Jack, tearing up, tells Portia once and for all what many of us have been screaming at the screen about; he addresses something that all the main characters in both series of The White Lotus share. “You complain about your life but really you should just shut it,” Jack says. “Because you ain’t never been in a fuckin’ hole like that. And he comes along and…No one’s perfect. Sometimes you do things you don’t wanna do. ”

Jack, like the waiter Kai or the spa manager Belinda in the first series, lives on the side of life that the one-percenters know nothing about. And yes, while the Super Rich Kids also have their own set of issues while working their way through the world, they are chasms apart from other sections of society and their daily struggle. What he’s saying, to all Portia types, is: read the room.

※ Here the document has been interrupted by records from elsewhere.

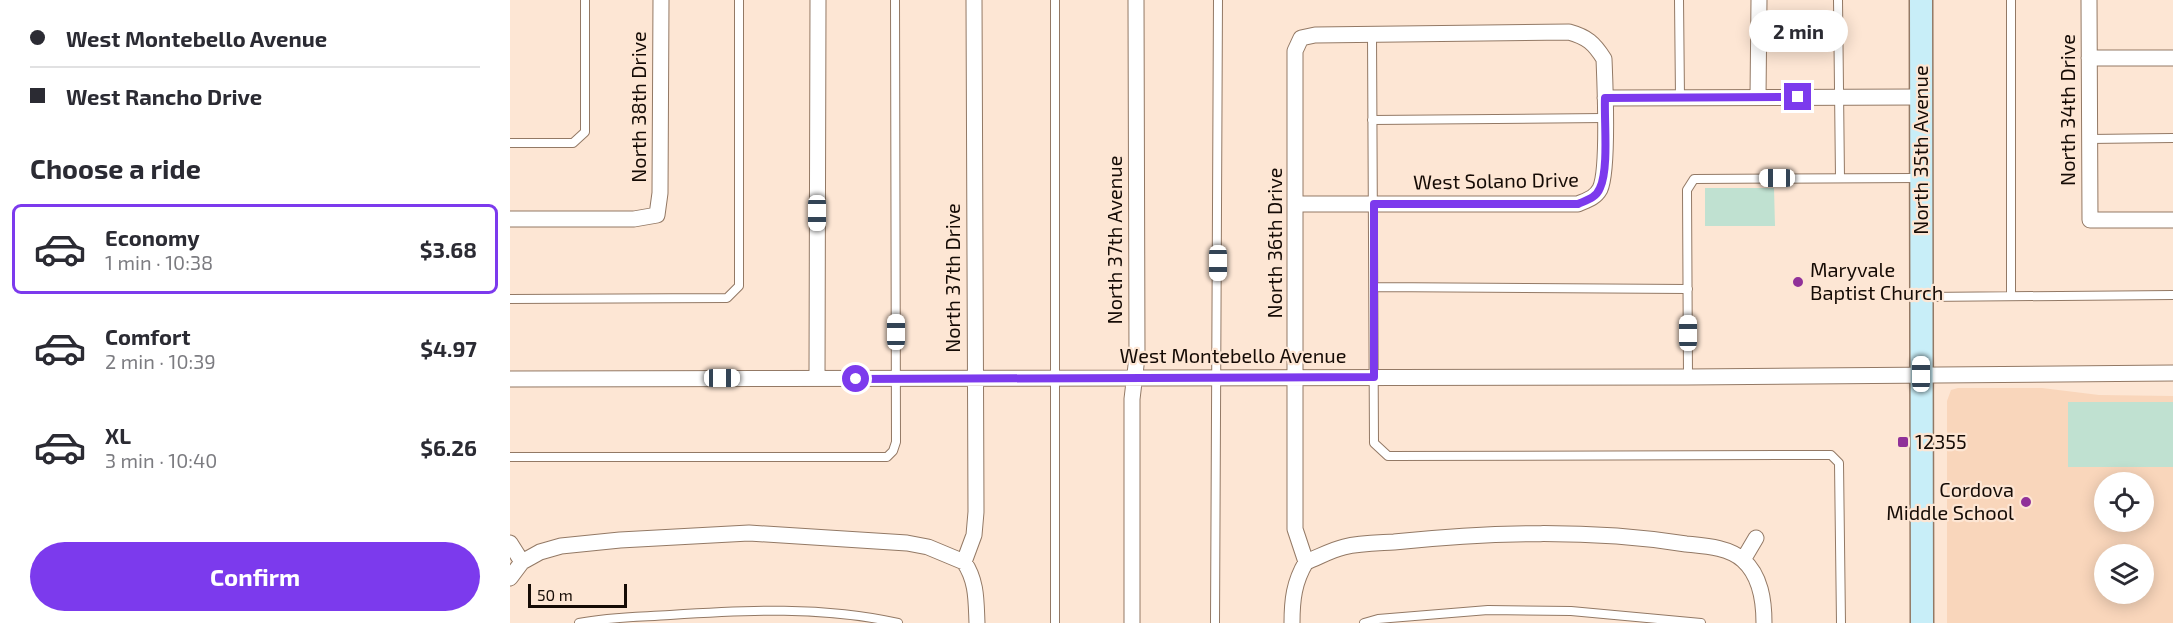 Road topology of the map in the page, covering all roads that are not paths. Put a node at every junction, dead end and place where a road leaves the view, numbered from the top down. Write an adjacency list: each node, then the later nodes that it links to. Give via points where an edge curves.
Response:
1 (585, 0): 29 (lane, via 585,132 573,143)
2 (661, 0): 34 (street, North 38th Drive, via 657,214 634,219)
3 (739, 0): 41 (lane, via 739,286 727,298)
4 (818, 0): 50 (street)
5 (895, 0): 53 (lane)
6 (974, 0): 51 (street, North 37th Drive)
7 (1055, 0): 44 (lane)
8 (1136, 0): 45 (street, North 37th Avenue)
9 (1218, 0): 46 (lane)
10 (1679, 0): 24 (lane)
11 (1758, 0): 20 (street)
12 (1838, 0): 21 (lane)
13 (1921, 0): 22 (main road, North 35th Avenue)
14 (2011, 0): 39 (lane)
15 (2089, 0): 18 (street, North 34th Drive)
16 (1372, 35): 17 (street, West Solano Drive); 23 (street, West Solano Drive, via 1569,32 1584,36 1604,59); 26 (lane)
17 (1301, 38): 32 (street, North 36th Drive, via 1295,51)
18 (2089, 58): 19 (street); 28 (street, North 34th Drive)
19 (2173, 58)
20 (1758, 97): 21 (street); 24 (street)
21 (1839, 97): 22 (street); 30 (lane)
22 (1921, 97): 31 (main road, North 35th Avenue)
23 (1605, 98): 24 (street); 25 (street, West Solano Drive)
24 (1680, 98)
25 (1604, 118): 26 (lane); 33 (street, West Solano Drive, via 1601,188 1593,198 1578,204)
26 (1372, 120): 33 (lane)
27 (2173, 138): 28 (lane)
28 (2089, 139): 35 (street, North 34th Drive, via 2090,220)
29 (510, 143)
30 (1840, 178): 31 (lane); 37 (lane, via 1694,179 1687,190)
31 (1921, 178): 40 (main road, North 35th Avenue)
32 (1296, 204): 33 (street, West Solano Drive); 47 (street, North 36th Drive)
33 (1374, 204): 36 (lane)
34 (510, 219)
35 (2173, 220)
36 (1374, 287): 37 (lane); 48 (lane)
37 (1688, 289): 49 (lane)
38 (2173, 295): 39 (lane)
39 (2011, 296): 40 (lane)
40 (1921, 297): 43 (main road, North 35th Avenue)
41 (510, 299)
42 (2173, 373): 43 (street, West Montebello Avenue)
43 (1921, 374): 49 (street, West Montebello Avenue); 73 (main road, North 35th Avenue)
44 (1053, 377): 45 (street, West Montebello Avenue); 51 (street, West Montebello Avenue); 65 (lane)
45 (1134, 377): 46 (street, West Montebello Avenue); 66 (street, North 37th Avenue)
46 (1216, 377): 47 (street, West Montebello Avenue); 67 (lane)
47 (1295, 377): 48 (street, West Montebello Avenue); 60 (street, North 36th Drive, via 1295,530)
48 (1374, 377): 49 (street, West Montebello Avenue); 72 (lane, via 1374,443 1388,456 1831,455 1839,463)
49 (1688, 377)
50 (817, 378): 52 (street, West Montebello Avenue); 53 (street, West Montebello Avenue)
51 (974, 378): 53 (street, West Montebello Avenue); 59 (street, North 37th Drive, via 976,512 974,535)
52 (510, 379)
53 (896, 379): 54 (lane, via 896,442 887,457)
54 (510, 457)
55 (1756, 538): 57 (street)
56 (510, 543): 58 (street)
57 (1743, 560): 60 (street, via 1715,548 1660,540 1543,532 1470,534 1346,546); 71 (street, via 1760,587)
58 (522, 562): 59 (street, via 561,546 749,533 907,543); 61 (street)
59 (964, 562): 64 (street, via 972,573)
60 (1306, 562): 68 (street, via 1292,599)
61 (510, 579)
62 (579, 623): 63 (lane, via 796,610)
63 (898, 623)
64 (977, 623)
65 (1054, 623)
66 (1132, 623)
67 (1215, 623)
68 (1292, 623)
69 (1364, 623): 70 (lane, via 1488,610 1571,611)
70 (1701, 623)
71 (1764, 623)
72 (1841, 623)
73 (1922, 623)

With just one episode left of the second series, this may be the deepest we go with Jack on his troubled background, but Woodall – and creator Mike White – have managed to deftly flesh out this character in an unexpected manner, twisting and turning the storyline to examine it from another angle, also adding another counterpoint to the life of sex workers, as we’ve seen with Lucia and Mia.

However! Call it a hunch, but this emotional outburst doesn’t bode well for Jack. As he says in his earlier monologue: “Who knows if we’re even gonna be here tomorrow?”. The line is spoken in such a pointed way that we can’t help but feel it may end up being prophetic.

The White Lotus series two finale is on Sky Atlantic and NOW TV from Monday December 12.